Fr. 11. Mai 1990


Ein "Verband der Umsiedler der DDR e. V." wurde in dieser Woche in Stadtroda (Bezirk Gera) gegründet. Die Mitglieder dieser republikweiten Vereinigung treten für die Beibehaltung der Oder-Neiße-Grenze und für einen Lastenausgleich in einem vereinigten Deutschland ein. Der Verband, dessen Vorsitzender Dr. Bernhard Fisch aus Stadtroda ist, verlangt die Aufdeckung der historischen Wahrheit über das Schicksal der Umsiedler in der Nachkriegszeit.
(Neue Zeit, Fr. 11.05.1990)

Einen Umtauschsatz von 1:1 für alle kirchlichen Konten hat die Evangelische Landeskirche Anhalts gefordert. Der für Finanzen zuständige Dezernent Oberkirchenrat Andreas Schindler, argumentierte, dass die Kirchen in der DDR Gehälter für Mitarbeiter zahlen und einen großen Bestand an wertvollen Gebäuden unterhalten müssten.
(Neues Deutschland, Sa. 12.05.1990)

Erster Tag des zweitägigen Treffens von Vertretern der Außenministerien aus Polen, der ČFSR und der DDR in Berlin Schloss Niederschönhausen zwecks Beratung "zur Problematik gemeinsamer Initiativen in Vorbereitung auf das KSZE-Gipfeltreffen 1990". Der polnische Vertreter plädierte dafür, "dass die DDR stärker als bisher zwischen den unterschiedlichen Standpunkten der BRD und Polens als Vermittler wirksam wird".

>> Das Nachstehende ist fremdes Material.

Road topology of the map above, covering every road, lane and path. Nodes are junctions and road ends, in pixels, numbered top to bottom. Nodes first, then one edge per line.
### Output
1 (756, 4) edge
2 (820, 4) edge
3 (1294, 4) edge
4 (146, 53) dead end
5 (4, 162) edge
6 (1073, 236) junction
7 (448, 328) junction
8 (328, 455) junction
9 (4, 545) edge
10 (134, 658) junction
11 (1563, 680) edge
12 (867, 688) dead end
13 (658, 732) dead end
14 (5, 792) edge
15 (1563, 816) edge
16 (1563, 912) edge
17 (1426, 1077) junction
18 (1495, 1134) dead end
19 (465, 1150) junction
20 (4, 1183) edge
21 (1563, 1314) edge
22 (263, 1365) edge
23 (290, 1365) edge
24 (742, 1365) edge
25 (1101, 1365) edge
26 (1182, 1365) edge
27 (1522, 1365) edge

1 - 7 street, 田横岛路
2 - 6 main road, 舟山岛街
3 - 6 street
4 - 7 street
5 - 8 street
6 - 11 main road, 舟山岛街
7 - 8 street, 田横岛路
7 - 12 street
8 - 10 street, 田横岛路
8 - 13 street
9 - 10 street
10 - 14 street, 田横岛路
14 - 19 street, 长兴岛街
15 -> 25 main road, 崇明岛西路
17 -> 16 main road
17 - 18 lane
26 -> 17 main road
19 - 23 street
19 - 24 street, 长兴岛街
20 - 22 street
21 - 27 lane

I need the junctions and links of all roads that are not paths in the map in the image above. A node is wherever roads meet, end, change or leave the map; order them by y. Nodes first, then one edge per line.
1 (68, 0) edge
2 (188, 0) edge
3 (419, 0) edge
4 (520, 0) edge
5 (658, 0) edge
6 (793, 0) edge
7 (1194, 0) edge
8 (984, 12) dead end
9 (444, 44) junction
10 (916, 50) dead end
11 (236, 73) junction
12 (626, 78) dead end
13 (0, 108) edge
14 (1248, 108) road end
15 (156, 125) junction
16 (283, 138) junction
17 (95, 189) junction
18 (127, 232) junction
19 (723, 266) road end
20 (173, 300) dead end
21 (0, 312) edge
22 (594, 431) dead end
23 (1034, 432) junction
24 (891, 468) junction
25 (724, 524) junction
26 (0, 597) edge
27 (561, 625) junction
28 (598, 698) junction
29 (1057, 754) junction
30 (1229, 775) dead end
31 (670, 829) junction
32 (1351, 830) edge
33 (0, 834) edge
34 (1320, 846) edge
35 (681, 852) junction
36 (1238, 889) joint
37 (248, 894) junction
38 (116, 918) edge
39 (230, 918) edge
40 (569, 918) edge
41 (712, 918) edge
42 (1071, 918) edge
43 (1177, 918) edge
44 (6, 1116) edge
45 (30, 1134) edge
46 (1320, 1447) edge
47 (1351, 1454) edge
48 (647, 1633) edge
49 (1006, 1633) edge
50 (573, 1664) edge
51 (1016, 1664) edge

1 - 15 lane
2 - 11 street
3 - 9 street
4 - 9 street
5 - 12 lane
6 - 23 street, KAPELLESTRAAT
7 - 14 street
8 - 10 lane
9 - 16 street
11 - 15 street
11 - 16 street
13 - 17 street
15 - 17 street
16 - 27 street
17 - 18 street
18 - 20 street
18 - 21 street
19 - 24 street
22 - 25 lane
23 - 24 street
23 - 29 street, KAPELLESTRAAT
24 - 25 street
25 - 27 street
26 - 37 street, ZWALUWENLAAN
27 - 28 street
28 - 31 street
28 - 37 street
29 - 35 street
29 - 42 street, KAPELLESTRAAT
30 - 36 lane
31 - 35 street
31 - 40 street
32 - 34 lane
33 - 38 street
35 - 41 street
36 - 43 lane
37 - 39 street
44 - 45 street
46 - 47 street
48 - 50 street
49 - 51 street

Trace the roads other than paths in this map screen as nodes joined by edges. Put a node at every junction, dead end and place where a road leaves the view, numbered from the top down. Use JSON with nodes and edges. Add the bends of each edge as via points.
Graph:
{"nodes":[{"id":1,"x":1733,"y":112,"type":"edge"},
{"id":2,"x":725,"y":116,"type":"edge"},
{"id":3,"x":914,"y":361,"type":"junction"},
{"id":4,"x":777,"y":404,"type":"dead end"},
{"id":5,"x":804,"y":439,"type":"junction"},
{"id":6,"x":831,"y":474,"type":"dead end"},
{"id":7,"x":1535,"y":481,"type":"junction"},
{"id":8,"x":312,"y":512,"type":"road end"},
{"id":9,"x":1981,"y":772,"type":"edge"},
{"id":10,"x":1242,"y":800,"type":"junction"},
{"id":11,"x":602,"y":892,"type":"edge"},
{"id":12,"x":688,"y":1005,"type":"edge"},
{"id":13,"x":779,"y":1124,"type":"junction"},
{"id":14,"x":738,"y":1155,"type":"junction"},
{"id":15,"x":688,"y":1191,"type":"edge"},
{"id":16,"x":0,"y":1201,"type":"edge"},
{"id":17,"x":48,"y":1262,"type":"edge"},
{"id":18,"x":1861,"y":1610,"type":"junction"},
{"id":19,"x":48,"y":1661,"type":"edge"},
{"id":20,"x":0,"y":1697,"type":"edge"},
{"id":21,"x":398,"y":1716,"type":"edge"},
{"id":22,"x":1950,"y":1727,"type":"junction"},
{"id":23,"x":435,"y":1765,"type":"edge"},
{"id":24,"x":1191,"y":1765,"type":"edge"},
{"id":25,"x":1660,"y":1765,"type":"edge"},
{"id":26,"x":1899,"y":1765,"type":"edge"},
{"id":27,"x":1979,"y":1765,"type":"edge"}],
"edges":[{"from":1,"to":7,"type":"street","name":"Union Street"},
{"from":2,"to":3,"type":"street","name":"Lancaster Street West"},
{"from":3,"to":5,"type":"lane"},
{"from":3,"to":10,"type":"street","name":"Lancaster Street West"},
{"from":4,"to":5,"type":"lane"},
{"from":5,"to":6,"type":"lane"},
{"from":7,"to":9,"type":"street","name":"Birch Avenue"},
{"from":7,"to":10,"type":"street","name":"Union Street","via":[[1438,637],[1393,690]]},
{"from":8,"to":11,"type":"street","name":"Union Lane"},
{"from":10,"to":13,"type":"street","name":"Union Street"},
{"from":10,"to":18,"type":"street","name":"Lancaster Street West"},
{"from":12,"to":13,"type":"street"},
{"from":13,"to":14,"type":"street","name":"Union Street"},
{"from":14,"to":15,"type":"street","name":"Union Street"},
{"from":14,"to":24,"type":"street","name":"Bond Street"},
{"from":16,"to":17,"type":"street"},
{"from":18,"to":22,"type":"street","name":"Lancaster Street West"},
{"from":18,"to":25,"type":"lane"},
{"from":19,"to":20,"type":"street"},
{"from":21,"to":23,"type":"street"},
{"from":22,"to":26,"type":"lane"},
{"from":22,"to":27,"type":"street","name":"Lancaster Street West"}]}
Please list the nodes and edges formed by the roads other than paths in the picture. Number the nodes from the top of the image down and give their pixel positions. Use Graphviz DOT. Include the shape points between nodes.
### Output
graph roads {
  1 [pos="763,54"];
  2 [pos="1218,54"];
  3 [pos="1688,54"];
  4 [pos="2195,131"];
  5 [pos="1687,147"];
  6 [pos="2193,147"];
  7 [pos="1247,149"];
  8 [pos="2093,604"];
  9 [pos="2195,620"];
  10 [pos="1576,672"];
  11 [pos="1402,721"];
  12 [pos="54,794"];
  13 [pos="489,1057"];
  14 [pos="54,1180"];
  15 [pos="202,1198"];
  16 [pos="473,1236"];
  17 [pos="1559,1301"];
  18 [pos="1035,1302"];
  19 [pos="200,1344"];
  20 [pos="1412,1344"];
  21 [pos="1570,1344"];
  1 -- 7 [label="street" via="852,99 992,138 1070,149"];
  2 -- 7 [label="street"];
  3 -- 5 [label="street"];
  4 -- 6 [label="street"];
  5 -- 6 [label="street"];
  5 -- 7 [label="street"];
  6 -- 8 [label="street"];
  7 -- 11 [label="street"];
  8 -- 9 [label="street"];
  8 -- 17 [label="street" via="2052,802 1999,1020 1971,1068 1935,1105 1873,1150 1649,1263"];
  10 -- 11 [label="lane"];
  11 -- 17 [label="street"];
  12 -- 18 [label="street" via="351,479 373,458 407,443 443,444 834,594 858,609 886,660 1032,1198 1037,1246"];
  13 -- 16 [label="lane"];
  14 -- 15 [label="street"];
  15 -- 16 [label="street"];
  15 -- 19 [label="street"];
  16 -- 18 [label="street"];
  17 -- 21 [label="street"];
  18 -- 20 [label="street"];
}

Beschlossen wird eine trilaterale Initiative auf der Grundlage der polnischen (Rat für Europäische Zusammenarbeit) und tschechischen (Europäische Sicherheitskommission) Vorschläge.

Bei einem Treffen von Jungen Sozialdemokraten und der Gewerkschaftsjugend wird ein Appell verabschiedet, grundlegender Rechte junger Arbeitnehmer und Arbeitnehmerinnen im auszuhandelnden Staatsvertrag zu fixieren.